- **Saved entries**
____________________

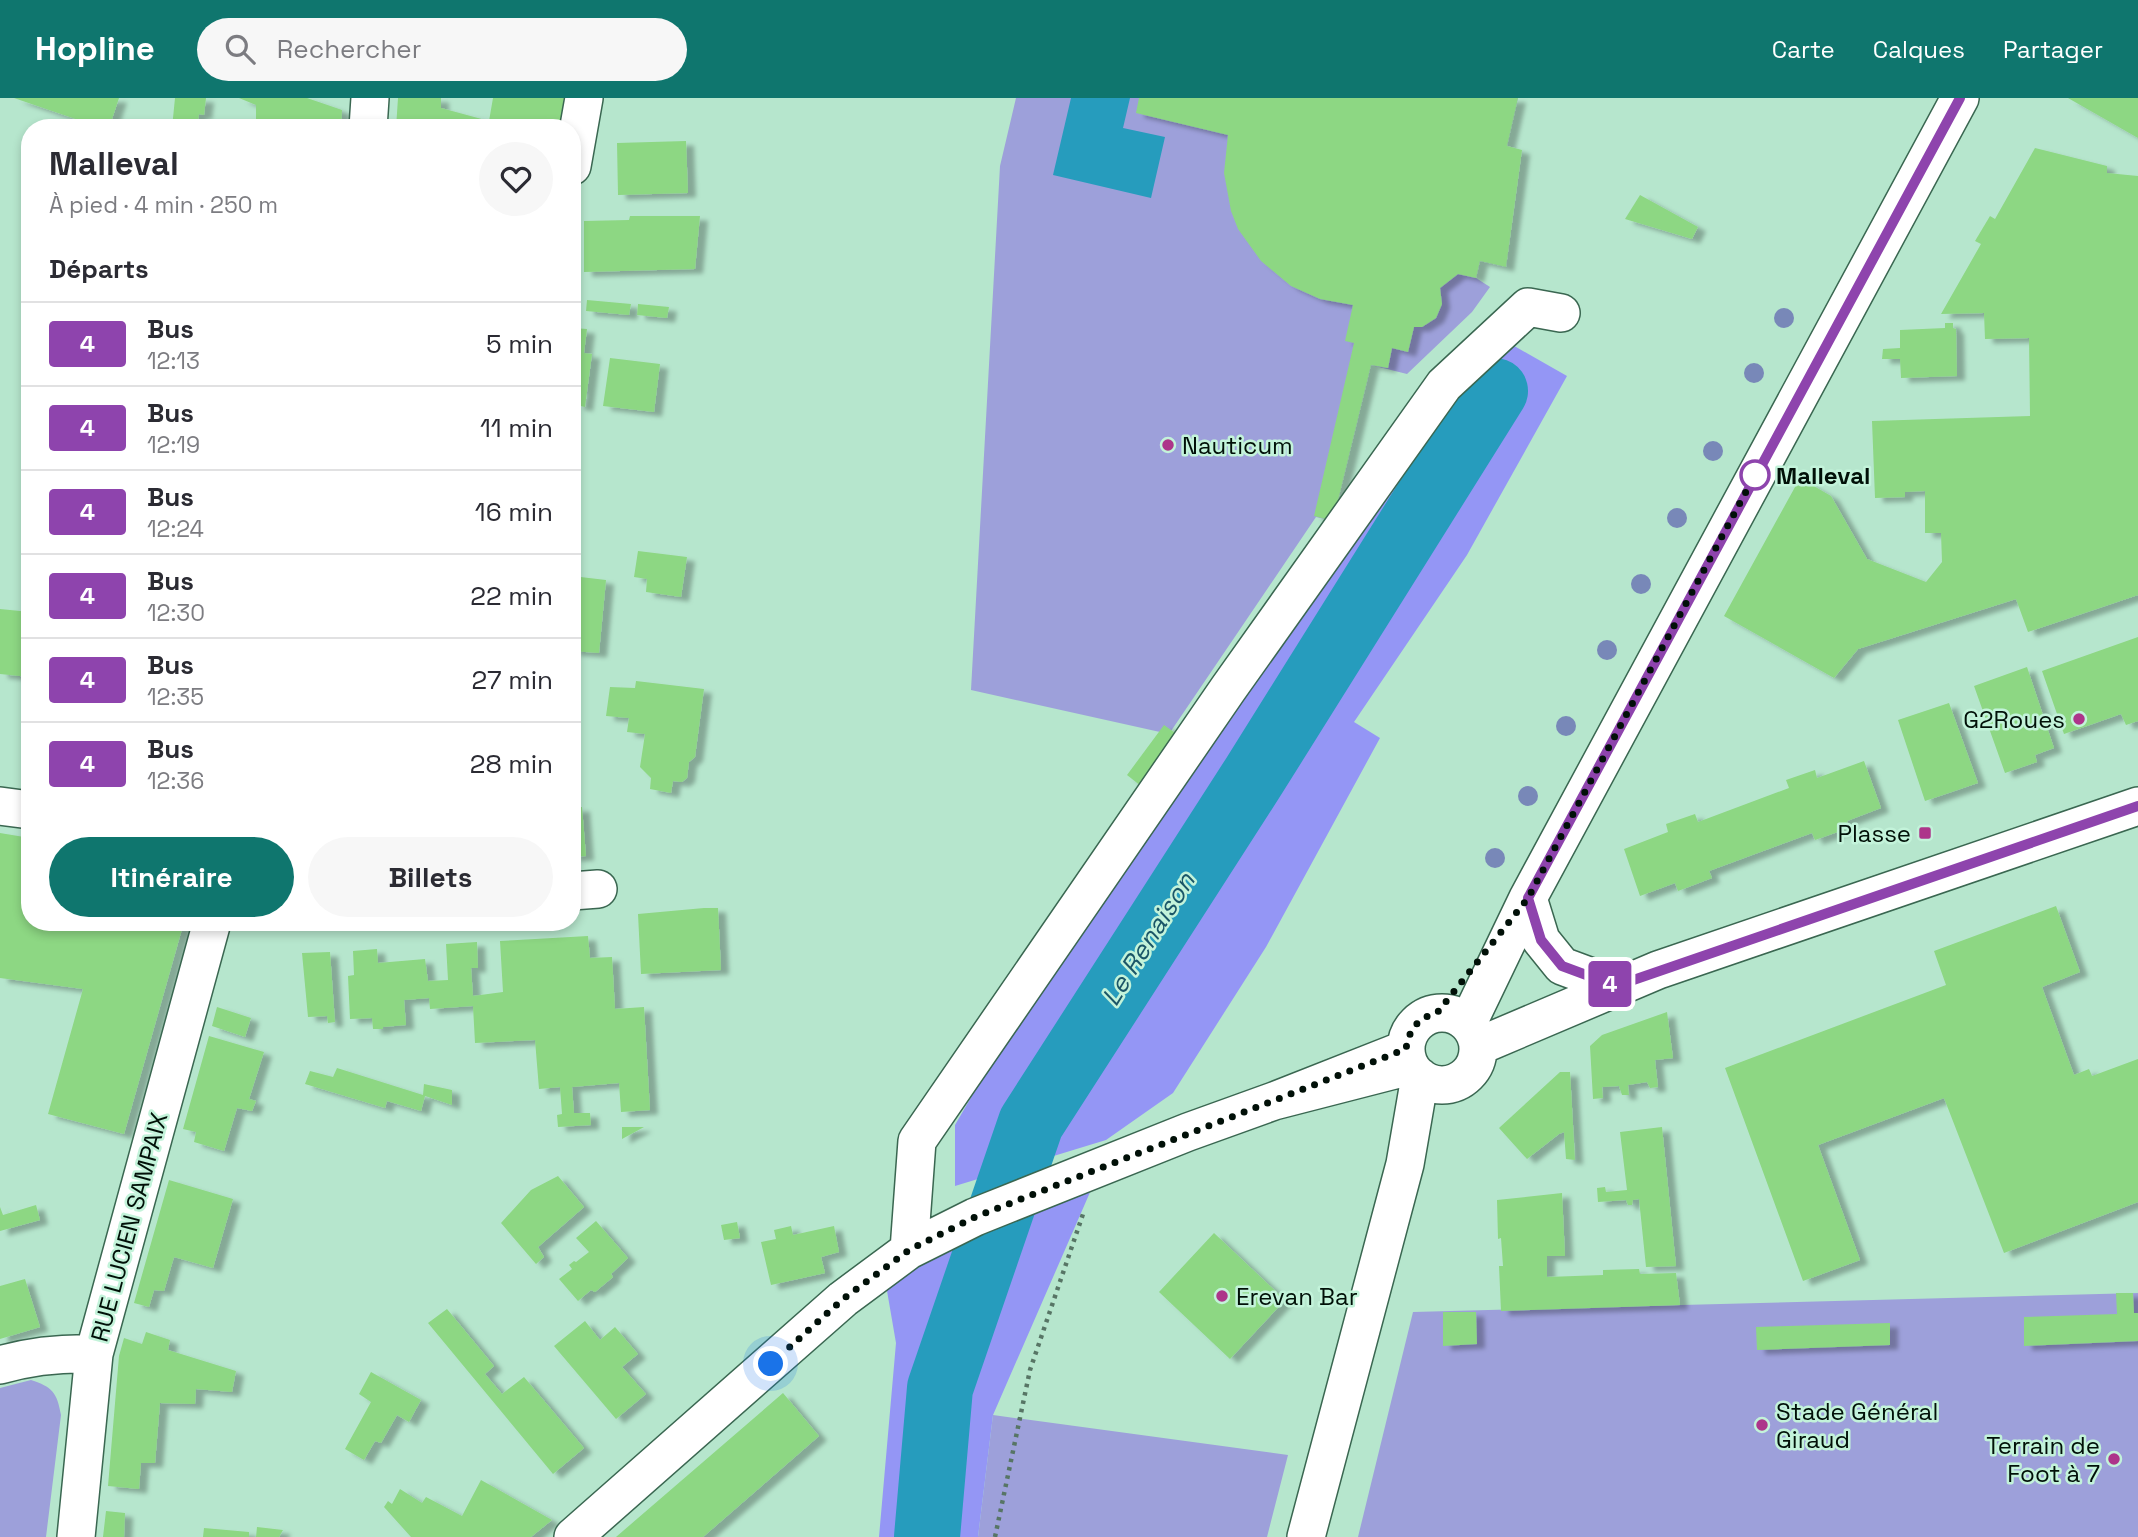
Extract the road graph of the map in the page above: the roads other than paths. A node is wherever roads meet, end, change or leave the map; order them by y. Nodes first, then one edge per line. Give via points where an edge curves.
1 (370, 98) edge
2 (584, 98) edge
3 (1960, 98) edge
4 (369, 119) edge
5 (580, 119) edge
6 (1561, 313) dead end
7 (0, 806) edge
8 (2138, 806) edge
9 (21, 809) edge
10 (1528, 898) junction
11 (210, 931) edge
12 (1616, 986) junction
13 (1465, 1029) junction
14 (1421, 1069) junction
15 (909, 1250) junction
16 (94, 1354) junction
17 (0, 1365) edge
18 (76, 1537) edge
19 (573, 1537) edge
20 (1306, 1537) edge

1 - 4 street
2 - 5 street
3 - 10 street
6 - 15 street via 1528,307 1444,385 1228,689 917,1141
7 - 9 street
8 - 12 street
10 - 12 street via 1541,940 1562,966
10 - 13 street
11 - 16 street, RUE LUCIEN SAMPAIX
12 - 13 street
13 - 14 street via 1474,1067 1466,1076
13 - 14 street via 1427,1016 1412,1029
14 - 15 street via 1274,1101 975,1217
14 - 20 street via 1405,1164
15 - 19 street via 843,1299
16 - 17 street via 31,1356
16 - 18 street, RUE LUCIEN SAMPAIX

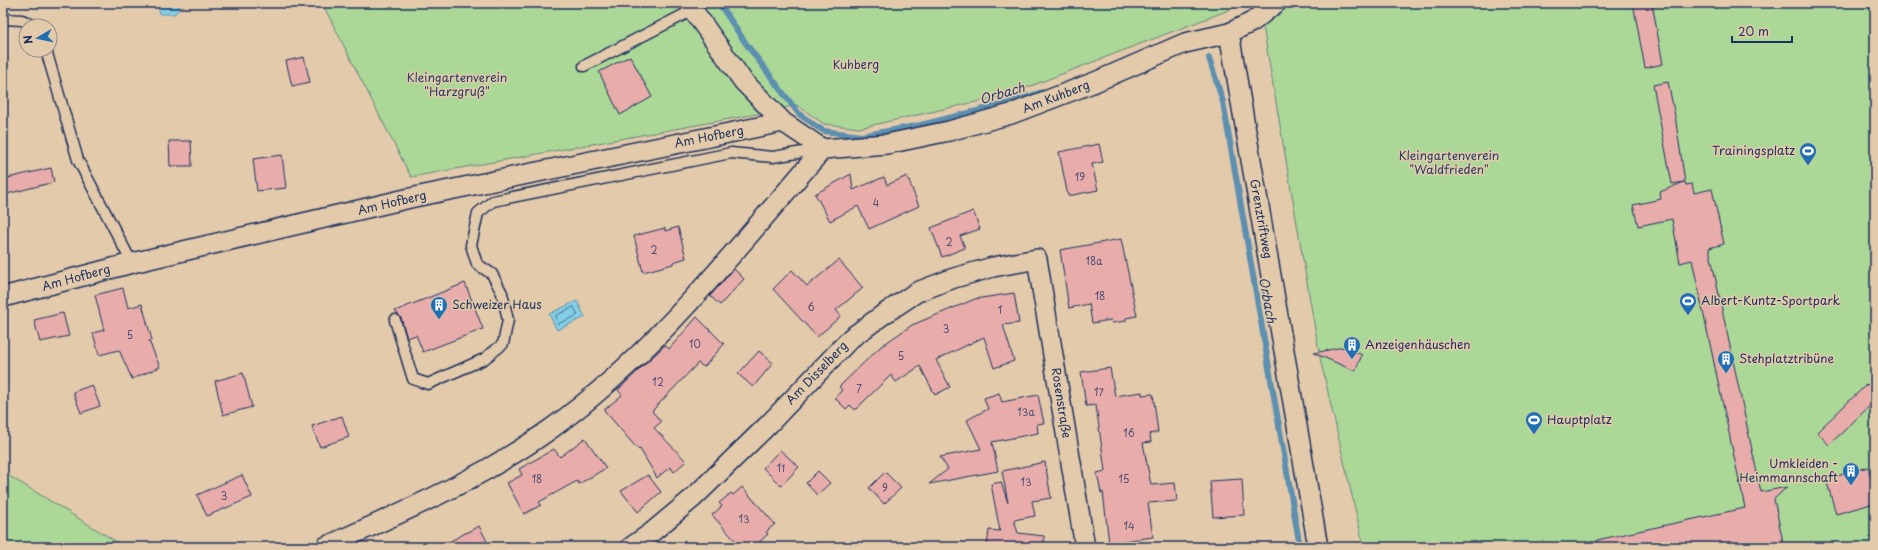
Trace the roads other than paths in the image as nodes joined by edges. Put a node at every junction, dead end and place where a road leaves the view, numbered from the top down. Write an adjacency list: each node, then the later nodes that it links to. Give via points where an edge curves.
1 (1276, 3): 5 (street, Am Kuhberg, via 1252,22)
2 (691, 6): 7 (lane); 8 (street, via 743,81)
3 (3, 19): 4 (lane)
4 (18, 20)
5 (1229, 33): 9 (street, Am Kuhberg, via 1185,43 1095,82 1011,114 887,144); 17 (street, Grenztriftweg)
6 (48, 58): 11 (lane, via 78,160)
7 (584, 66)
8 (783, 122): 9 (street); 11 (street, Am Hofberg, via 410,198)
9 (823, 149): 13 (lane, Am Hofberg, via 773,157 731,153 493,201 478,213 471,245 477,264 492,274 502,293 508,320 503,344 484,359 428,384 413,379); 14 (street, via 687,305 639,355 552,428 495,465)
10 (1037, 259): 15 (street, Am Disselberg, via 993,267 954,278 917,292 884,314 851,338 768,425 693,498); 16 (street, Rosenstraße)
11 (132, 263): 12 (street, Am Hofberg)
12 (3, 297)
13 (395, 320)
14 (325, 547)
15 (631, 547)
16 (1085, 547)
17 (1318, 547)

____________________

- **EXERCISE BRIEF**
What you output should match the records line for line, minus the pictures.

- **TASK OUTPUT**
Extract the road graph of the map in the page above: the roads other than paths. A node is wherever roads meet, end, change or leave the map; order them by y. Nodes first, then one edge per line. Give via points where an edge curves.
1 (370, 98) edge
2 (584, 98) edge
3 (1960, 98) edge
4 (369, 119) edge
5 (580, 119) edge
6 (1561, 313) dead end
7 (0, 806) edge
8 (2138, 806) edge
9 (21, 809) edge
10 (1528, 898) junction
11 (210, 931) edge
12 (1616, 986) junction
13 (1465, 1029) junction
14 (1421, 1069) junction
15 (909, 1250) junction
16 (94, 1354) junction
17 (0, 1365) edge
18 (76, 1537) edge
19 (573, 1537) edge
20 (1306, 1537) edge

1 - 4 street
2 - 5 street
3 - 10 street
6 - 15 street via 1528,307 1444,385 1228,689 917,1141
7 - 9 street
8 - 12 street
10 - 12 street via 1541,940 1562,966
10 - 13 street
11 - 16 street, RUE LUCIEN SAMPAIX
12 - 13 street
13 - 14 street via 1474,1067 1466,1076
13 - 14 street via 1427,1016 1412,1029
14 - 15 street via 1274,1101 975,1217
14 - 20 street via 1405,1164
15 - 19 street via 843,1299
16 - 17 street via 31,1356
16 - 18 street, RUE LUCIEN SAMPAIX

Trace the roads other than paths in the image as nodes joined by edges. Put a node at every junction, dead end and place where a road leaves the view, numbered from the top down. Write an adjacency list: each node, then the later nodes that it links to. Give via points where an edge curves.
1 (1276, 3): 5 (street, Am Kuhberg, via 1252,22)
2 (691, 6): 7 (lane); 8 (street, via 743,81)
3 (3, 19): 4 (lane)
4 (18, 20)
5 (1229, 33): 9 (street, Am Kuhberg, via 1185,43 1095,82 1011,114 887,144); 17 (street, Grenztriftweg)
6 (48, 58): 11 (lane, via 78,160)
7 (584, 66)
8 (783, 122): 9 (street); 11 (street, Am Hofberg, via 410,198)
9 (823, 149): 13 (lane, Am Hofberg, via 773,157 731,153 493,201 478,213 471,245 477,264 492,274 502,293 508,320 503,344 484,359 428,384 413,379); 14 (street, via 687,305 639,355 552,428 495,465)
10 (1037, 259): 15 (street, Am Disselberg, via 993,267 954,278 917,292 884,314 851,338 768,425 693,498); 16 (street, Rosenstraße)
11 (132, 263): 12 (street, Am Hofberg)
12 (3, 297)
13 (395, 320)
14 (325, 547)
15 (631, 547)
16 (1085, 547)
17 (1318, 547)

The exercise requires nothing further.